*** Opening DATASET ENTRIES ***

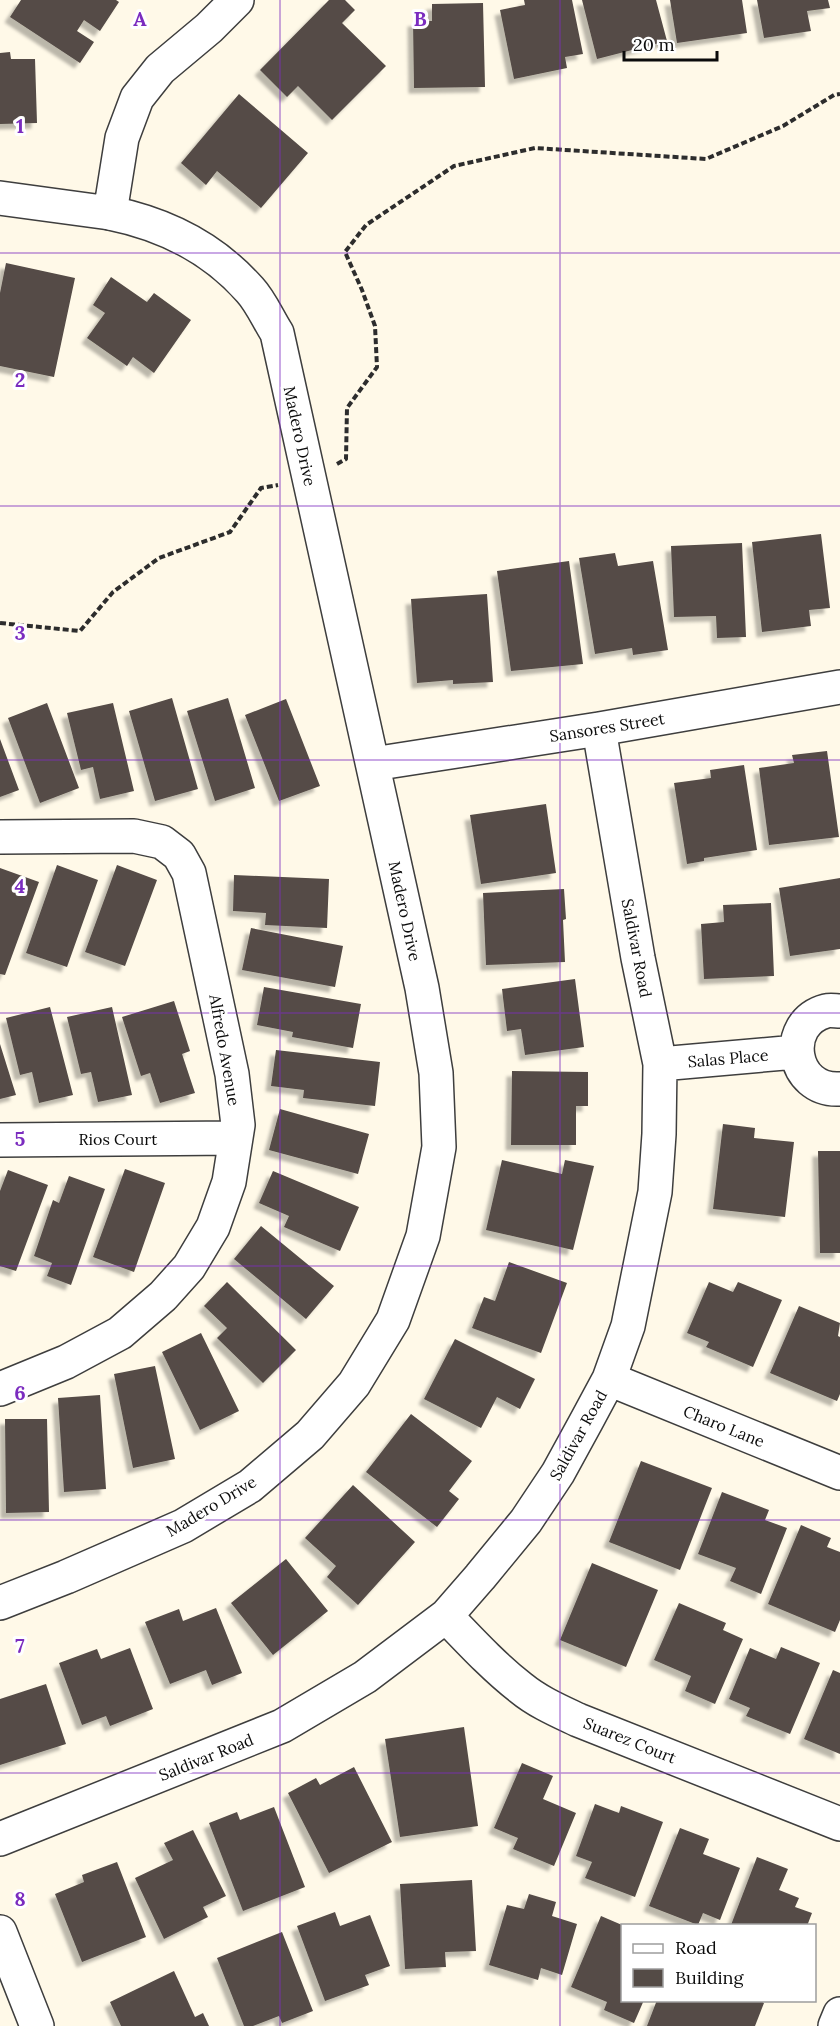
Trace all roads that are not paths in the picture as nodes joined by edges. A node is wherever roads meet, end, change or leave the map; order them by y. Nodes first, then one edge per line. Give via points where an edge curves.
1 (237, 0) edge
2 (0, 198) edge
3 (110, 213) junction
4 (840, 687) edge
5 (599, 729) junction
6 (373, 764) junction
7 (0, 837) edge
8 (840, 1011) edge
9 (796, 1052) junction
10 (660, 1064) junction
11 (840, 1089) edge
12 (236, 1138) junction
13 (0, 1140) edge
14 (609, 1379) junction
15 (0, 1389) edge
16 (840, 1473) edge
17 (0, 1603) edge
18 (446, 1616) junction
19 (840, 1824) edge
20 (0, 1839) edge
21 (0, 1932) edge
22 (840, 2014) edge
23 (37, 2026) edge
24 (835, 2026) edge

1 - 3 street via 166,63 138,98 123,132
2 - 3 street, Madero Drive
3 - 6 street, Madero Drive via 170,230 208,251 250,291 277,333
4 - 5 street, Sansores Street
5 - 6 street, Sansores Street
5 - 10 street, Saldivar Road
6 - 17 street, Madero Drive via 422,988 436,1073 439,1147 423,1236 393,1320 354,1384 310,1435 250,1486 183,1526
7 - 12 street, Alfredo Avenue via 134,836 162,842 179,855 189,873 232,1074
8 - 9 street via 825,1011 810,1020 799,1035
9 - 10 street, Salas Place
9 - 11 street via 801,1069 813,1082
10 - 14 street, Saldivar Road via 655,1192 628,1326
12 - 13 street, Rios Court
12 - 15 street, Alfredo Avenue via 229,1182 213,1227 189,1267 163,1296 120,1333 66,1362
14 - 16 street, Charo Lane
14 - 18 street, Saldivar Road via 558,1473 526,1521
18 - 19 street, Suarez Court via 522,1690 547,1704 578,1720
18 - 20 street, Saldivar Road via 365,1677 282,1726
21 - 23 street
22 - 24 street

*** Closing DATASET ENTRIES ***

WORK TO COMPLETE — From the records given above, copy all lines containing "Alfredo".

FINAL ANSWER —
7 - 12 street, Alfredo Avenue via 134,836 162,842 179,855 189,873 232,1074
12 - 15 street, Alfredo Avenue via 229,1182 213,1227 189,1267 163,1296 120,1333 66,1362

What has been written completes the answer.